Requirement:
If a line below contains "river", count it; then state how many such lines there are, and nothing else.

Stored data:
*** Block opens ***

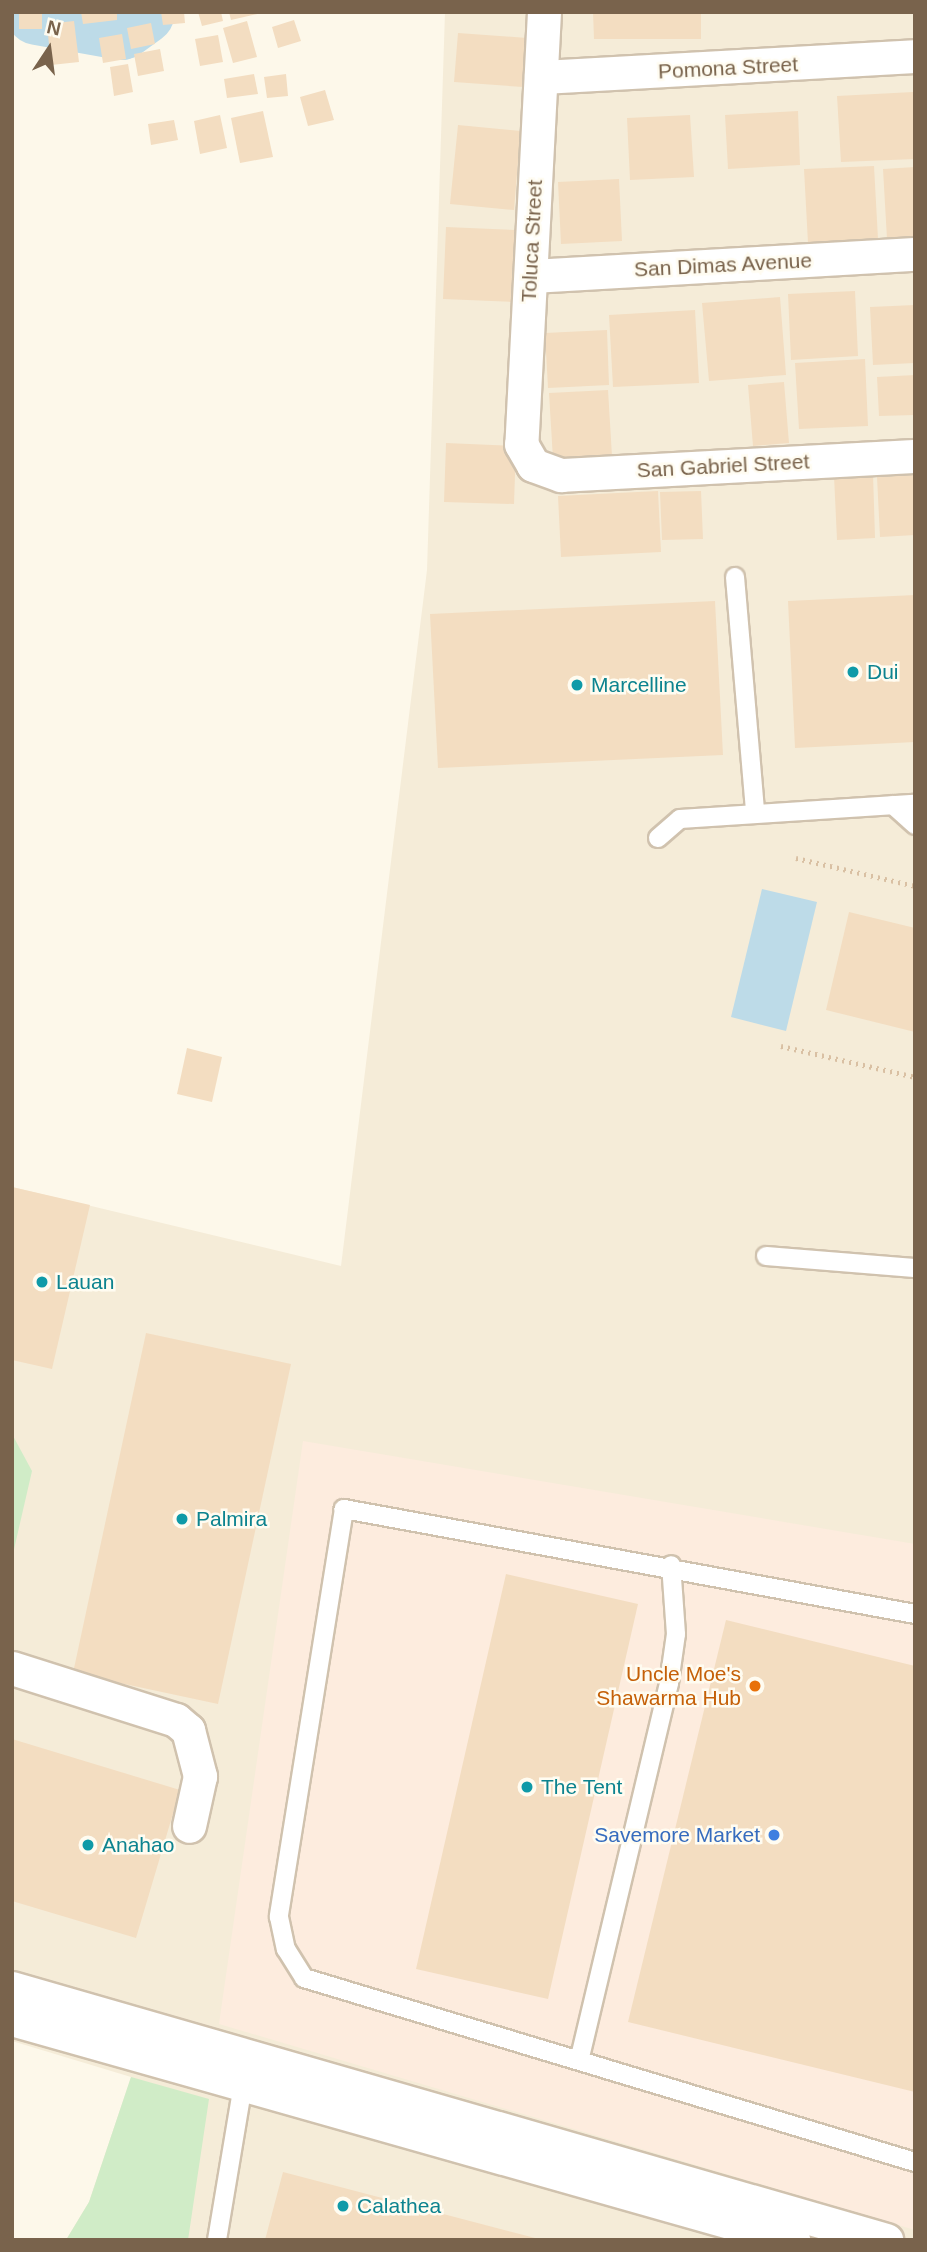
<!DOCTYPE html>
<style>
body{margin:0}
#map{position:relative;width:927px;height:2252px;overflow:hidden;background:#fdf8ea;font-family:Arial,sans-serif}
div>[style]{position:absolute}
.residential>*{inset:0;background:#f5ecd8}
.commercial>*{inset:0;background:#fdecde}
.green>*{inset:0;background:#d0ecc7}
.water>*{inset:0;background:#bddbe8}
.river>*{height:65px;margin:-32.5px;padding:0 32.5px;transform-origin:32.5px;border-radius:32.5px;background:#bddbe8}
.building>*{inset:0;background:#f3ddc1}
.path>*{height:4.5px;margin-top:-2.25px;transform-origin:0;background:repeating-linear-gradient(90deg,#d9c0a3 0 2px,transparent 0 7px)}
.roads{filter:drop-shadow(2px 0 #d0c2ae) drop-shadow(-2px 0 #d0c2ae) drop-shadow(0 2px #d0c2ae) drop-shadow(0 -2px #d0c2ae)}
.service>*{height:18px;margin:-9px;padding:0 9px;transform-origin:9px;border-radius:9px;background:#fff}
.minor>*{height:33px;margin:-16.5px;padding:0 16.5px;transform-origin:16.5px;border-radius:16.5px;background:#fff}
.dots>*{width:19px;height:19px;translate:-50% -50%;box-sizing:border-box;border:4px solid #fffcf1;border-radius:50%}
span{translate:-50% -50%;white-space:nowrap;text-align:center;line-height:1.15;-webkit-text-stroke:5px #fffcf1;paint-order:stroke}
.street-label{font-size:21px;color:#79634c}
.culture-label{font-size:21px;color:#0d838f}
.left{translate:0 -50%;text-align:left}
.food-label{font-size:21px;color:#c56008}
.right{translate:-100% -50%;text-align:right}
.shop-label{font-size:21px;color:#366cbe}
.frame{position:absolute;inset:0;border:14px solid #79634c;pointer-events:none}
.north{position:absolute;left:14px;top:14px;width:70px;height:70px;-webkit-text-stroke:5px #fffcf1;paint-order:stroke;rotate:13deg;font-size:19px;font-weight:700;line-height:28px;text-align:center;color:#79634c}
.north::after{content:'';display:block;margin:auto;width:24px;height:32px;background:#79634c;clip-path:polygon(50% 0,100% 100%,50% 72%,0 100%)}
</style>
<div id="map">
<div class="residential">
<i style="clip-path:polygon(445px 12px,915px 12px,915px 2240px,66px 2240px,89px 2202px,131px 2077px,12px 2041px,12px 1187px,341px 1266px,427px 570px)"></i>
</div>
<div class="commercial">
<i style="clip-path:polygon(303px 1441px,915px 1544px,915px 2230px,219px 2024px)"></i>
</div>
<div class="green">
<i style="clip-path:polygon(12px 1434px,32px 1471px,12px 1558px)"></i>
<i style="clip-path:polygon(131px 2077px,209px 2099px,188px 2240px,66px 2240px,89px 2202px)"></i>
</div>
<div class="water">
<i style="clip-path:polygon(762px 889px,817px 902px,786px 1031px,731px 1017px)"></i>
</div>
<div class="river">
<i style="left:37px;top:12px;width:85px;rotate:10.1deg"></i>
<i style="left:121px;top:27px;width:26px;rotate:-36deg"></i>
</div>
<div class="building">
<i style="clip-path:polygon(19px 12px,42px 12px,42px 29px,19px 29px)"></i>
<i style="clip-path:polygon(81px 12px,117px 12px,117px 20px,83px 24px)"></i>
<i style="clip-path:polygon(161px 12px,184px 12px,185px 23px,163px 25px)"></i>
<i style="clip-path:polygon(198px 12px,221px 12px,223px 21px,202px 26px)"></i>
<i style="clip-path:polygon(229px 12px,262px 12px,262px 13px,231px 20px)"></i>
<i style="clip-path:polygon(593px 12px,701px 12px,701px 39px,594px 39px)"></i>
<i style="clip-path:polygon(294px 20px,301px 41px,278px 48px,272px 27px)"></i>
<i style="clip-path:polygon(74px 21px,79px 62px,51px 65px,47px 24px)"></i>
<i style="clip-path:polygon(247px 21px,257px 57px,233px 63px,223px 28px)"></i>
<i style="clip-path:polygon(151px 23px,155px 44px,131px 49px,127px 28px)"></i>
<i style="clip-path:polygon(458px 33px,527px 38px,523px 87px,454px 82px)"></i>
<i style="clip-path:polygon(122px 34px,126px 59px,103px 63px,99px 38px)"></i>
<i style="clip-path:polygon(218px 35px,223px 62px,200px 66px,195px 39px)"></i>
<i style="clip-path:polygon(160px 49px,164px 71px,138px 76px,134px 54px)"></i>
<i style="clip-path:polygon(128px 64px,133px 92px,114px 96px,110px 67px)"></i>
<i style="clip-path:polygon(254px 74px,258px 94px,227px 98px,224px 79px)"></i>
<i style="clip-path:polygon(286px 74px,288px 96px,267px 98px,264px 77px)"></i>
<i style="clip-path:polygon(325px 90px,334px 120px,308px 126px,300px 97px)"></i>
<i style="clip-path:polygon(913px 92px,915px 159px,841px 162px,837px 96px)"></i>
<i style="clip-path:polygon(263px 111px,273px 157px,240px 163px,231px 118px)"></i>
<i style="clip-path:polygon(798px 111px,800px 165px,728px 169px,725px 115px)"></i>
<i style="clip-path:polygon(220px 115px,227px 148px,200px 154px,194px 121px)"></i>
<i style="clip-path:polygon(690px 115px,694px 177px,630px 180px,627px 118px)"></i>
<i style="clip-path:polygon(174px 120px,178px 140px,151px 145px,148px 124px)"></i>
<i style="clip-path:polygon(458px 125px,531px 132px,528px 162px,518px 162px,514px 210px,450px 204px)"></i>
<i style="clip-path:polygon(874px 166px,878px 239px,808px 243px,804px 169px)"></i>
<i style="clip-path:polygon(915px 167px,915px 238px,887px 239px,883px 169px)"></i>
<i style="clip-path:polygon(619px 179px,622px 241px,561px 244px,558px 182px)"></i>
<i style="clip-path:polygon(446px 227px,516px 230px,513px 302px,443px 299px)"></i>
<i style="clip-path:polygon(855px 291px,858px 356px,791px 360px,788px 294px)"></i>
<i style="clip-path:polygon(780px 297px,786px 375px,709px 381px,702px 303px)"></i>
<i style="clip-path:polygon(915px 305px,915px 363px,873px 365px,870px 307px)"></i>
<i style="clip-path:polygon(695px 310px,699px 383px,613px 387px,609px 315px)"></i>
<i style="clip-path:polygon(607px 330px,609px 385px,548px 388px,545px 333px)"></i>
<i style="clip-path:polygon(865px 359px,868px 426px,799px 429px,795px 363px)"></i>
<i style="clip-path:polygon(915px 375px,915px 415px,879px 416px,877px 377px)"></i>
<i style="clip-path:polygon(784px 382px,789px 443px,753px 446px,748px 385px)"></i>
<i style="clip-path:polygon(608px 390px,612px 456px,553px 459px,549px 393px)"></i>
<i style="clip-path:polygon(446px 443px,516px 446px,514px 504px,444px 502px)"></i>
<i style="clip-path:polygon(873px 474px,875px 538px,837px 540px,834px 476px)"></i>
<i style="clip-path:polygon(915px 475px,915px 535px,880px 537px,877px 477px)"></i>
<i style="clip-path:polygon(658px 491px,661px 552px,561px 557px,558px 496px)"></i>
<i style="clip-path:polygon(701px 491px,703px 539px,662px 540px,660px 492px)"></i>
<i style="clip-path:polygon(915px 595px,915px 742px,795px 748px,788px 601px)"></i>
<i style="clip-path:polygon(715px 601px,723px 755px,438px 768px,430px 614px)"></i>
<i style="clip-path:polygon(849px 912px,915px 928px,915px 1032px,826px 1010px)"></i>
<i style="clip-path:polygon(187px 1048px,222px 1057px,212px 1102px,177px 1094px)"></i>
<i style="clip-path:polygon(12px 1187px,90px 1205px,52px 1369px,12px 1360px)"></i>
<i style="clip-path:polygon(146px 1333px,291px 1364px,218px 1704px,73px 1673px)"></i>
<i style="clip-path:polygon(506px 1574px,638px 1604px,548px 1999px,416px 1969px)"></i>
<i style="clip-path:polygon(726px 1620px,915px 1666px,915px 2092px,628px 2022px)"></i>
<i style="clip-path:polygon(12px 1739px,180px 1790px,136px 1938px,12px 1901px)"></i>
<i style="clip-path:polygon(283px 2172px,539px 2239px,539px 2240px,265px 2240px)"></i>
</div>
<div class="path">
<i style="left:796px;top:858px;width:122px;rotate:13.2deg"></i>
<i style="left:781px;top:1046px;width:138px;rotate:13deg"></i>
</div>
<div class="roads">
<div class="service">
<i style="left:735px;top:577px;width:236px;rotate:85.1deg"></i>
<i style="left:893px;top:805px;width:30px;rotate:42deg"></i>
<i style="left:658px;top:838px;width:29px;rotate:-41deg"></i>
<i style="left:680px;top:819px;width:235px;rotate:-3.7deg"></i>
<i style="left:766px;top:1256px;width:149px;rotate:4.6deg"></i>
<i style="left:915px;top:1614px;width:581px;rotate:-169.58deg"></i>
<i style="left:344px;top:1509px;width:413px;rotate:99.1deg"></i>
<i style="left:279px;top:1917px;width:33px;rotate:78deg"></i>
<i style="left:286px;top:1949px;width:34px;rotate:58deg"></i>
<i style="left:304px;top:1978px;width:638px;rotate:16.76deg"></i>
<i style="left:580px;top:2057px;width:384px;rotate:-76.6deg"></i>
<i style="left:669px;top:1683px;width:49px;rotate:-81.9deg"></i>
<i style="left:676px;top:1634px;width:69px;rotate:-94.1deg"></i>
<i style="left:217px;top:2240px;width:163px;rotate:-80.5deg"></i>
</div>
<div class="minor">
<i style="left:544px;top:12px;width:433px;rotate:93deg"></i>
<i style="left:521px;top:444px;width:24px;rotate:60deg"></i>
<i style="left:533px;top:465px;width:30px;rotate:20deg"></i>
<i style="left:561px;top:475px;width:355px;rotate:-3.1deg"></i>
<i style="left:541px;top:77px;width:375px;rotate:-3.2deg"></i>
<i style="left:531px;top:276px;width:385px;rotate:-3.3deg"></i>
<i style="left:12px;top:1668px;width:172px;rotate:17.6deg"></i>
<i style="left:176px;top:1720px;width:16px;rotate:40deg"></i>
<i style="left:188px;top:1730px;width:48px;rotate:75.4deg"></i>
<i style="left:200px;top:1776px;width:51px;rotate:102.4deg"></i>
<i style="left:12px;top:1988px;width:910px;rotate:16.08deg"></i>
<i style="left:12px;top:2019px;width:812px;rotate:15.8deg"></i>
</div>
</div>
<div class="dots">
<i style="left:853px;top:672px;background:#0f9aa8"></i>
<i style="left:577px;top:685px;background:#0f9aa8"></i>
<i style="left:42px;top:1282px;background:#0f9aa8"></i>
<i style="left:182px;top:1519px;background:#0f9aa8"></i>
<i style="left:755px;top:1686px;background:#e8710a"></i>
<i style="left:527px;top:1787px;background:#0f9aa8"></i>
<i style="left:774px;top:1835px;background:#3f7fe0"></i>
<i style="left:88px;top:1845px;background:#0f9aa8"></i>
<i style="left:343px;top:2206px;background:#0f9aa8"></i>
</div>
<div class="street-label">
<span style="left:728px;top:68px;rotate:-3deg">Pomona Street</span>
<span style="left:532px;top:241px;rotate:-87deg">Toluca Street</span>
<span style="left:723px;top:265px;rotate:-3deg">San Dimas Avenue</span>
<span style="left:723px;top:466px;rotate:-3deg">San Gabriel Street</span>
</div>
<div class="culture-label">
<span class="left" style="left:867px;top:672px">Dui</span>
<span class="left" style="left:591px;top:685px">Marcelline</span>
<span class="left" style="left:56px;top:1282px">Lauan</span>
<span class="left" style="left:196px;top:1519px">Palmira</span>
<span class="left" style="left:541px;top:1787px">The Tent</span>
<span class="left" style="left:102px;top:1845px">Anahao</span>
<span class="left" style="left:357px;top:2206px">Calathea</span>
</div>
<div class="food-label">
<span class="right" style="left:741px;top:1686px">Uncle Moe's<br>Shawarma Hub</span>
</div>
<div class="shop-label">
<span class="right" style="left:760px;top:1835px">Savemore Market</span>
</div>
<div class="frame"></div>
<div class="north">N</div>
</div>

*** Block closes ***

Task output:
2